Data is being created everywhere. Such is the volume and potential that any IT decision maker in a large organisation has in place a data strategy. For example, in a seemingly data less situation like farming, data can be crucial. Real-time sensors on tractors combined with weather forecasts can drive better crop yields. As farm lands are scarce we must optimize the supply chain levering real-time connected data. Certainly, in smart manufacturing, there are many examples of how we can improve quality, visibility, customer engagement, manage the yield, manage the costs by leveraging real time data. It can help us know current weather conditions, humidity on a manufacturing floor, understanding the yield and then overall quality in real-time as things are being created. It is a whole new business of making things move.

Sometimes to store all the data in one place is impossible lest you get confused from where it is being generated. Sometimes it can be created out of our firewalls (outside our control) but certainly if leveraged it can make a huge impact on our business. To keep track of the data, businesses use cloud- an ephemeral storage unit which enables a single view. Think of it as a storage unit in a house which has exceeded its capacity and cannot hold any more data. That storage unit becomes your saviour and you can store all the important data in one place.

Cloud enables new levels of business agility for IT, developers, and data scientists, providing a pay-as-you-go model with unlimited scalability and no hardware costs. Suppose you want to run analytics for a specific project. The cloud then acts as an ideal platform for spinning things up in a short span of time and shut it down if you do not need it. That way it is flexible. As businesses uses lot of devices “on the edge”, the data from these devices starts living in the cloud. Because analytics increasingly requires huge volumes of varied data, it makes sense for the processing platform to reside in the cloud as well.

This is where we start to think about tying the cloud strategy to the data strategy. It is important for true success in this new world to be able to build that connectivity to enable the discovery of those new use cases, doing it in a way that complies with regulations like General Data Protection Regulation but at the same time provide the kind of business insights that are required to ultimately drive success and competitiveness in the marketplace.

Another characteristic that needs to be considered for these strategies is a whole different way that provides access. Data privacy, data security and data governance have become important. You need to consider a common look and feel for the security parameter, for governance including encryption and tokenization and rights management, so that you can understand the classes of users who should have access to the data and in what raw format.

A perfect mix of data and cloud strategy is when you use data on-premise and data stored in your cloud.
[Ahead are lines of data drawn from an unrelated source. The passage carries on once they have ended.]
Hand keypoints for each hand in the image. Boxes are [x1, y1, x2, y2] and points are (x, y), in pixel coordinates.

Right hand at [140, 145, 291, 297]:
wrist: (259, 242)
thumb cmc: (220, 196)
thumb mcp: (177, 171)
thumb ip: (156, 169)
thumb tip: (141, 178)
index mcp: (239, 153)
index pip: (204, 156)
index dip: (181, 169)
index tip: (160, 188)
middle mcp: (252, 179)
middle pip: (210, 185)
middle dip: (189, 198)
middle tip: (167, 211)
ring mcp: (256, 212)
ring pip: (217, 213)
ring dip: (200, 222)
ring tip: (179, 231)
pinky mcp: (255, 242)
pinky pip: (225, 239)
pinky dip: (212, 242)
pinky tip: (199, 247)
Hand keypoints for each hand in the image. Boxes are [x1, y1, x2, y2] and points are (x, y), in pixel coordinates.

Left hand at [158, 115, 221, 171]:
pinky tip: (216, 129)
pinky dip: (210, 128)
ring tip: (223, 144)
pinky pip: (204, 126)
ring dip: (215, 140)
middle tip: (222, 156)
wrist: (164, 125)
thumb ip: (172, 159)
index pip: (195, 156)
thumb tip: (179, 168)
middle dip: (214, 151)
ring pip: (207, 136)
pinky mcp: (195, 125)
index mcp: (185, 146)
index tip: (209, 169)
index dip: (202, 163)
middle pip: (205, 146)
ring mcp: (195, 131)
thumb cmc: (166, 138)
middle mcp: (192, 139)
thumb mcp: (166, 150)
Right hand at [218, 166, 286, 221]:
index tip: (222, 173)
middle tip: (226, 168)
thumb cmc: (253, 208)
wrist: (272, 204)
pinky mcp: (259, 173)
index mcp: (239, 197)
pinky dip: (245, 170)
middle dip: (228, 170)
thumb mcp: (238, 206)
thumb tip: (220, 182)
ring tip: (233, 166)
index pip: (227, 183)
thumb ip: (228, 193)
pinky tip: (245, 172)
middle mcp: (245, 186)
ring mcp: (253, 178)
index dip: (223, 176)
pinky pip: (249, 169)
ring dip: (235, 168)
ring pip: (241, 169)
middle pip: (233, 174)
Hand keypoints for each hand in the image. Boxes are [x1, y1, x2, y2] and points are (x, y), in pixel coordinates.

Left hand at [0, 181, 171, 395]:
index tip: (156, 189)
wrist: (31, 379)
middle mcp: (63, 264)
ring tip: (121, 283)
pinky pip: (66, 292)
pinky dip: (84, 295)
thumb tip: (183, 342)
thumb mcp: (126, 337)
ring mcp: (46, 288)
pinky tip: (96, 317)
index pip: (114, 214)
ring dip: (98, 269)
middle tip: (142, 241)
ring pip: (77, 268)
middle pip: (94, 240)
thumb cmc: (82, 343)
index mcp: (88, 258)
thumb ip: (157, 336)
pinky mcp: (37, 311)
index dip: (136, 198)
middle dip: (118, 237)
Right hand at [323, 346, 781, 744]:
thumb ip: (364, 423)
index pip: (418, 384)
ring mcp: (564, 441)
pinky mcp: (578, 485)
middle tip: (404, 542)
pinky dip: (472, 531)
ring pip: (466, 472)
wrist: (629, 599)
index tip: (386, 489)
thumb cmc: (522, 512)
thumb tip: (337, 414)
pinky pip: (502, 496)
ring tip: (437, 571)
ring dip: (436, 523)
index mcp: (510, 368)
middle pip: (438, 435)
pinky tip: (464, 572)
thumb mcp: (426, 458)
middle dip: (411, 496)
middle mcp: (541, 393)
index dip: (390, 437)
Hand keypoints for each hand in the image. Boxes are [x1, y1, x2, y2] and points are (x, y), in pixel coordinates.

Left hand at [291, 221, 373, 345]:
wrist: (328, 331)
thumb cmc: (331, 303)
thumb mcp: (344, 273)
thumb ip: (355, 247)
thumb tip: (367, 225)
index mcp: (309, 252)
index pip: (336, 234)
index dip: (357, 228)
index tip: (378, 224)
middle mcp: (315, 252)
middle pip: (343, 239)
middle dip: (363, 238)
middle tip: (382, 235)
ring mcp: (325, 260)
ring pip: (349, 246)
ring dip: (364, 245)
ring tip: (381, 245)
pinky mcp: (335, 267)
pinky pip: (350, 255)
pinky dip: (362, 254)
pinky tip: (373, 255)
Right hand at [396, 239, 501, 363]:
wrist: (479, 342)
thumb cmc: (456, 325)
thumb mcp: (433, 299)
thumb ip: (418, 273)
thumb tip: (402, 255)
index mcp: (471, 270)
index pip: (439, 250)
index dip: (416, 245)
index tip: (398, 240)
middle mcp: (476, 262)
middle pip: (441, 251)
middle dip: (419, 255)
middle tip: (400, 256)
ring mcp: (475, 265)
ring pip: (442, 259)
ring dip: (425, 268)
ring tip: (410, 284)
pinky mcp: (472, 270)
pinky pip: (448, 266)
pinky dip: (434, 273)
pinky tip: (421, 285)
Suppose you own a grocery shop. From the data stored in your cloud, you know for sure that in summer season particularly, demand for beverages, soft drinks, ice-creams go up. You will accordingly stock more of these to manage inventory costs. And as a customer walks in, your on-premise data tells you that this customer is a regular buyer from your shop, so you offer him a discount. This is a simple example of driving maximum value from data stored in different locations.  

Therefore, data and cloud strategy are synonymous to your business strategy. To be able to see patterns, connections in the data using technologies can help a business gain a lot of insights, ultimately ensuring success. So, do not wait for somebody to tell you what is wrong, let the data do the talking!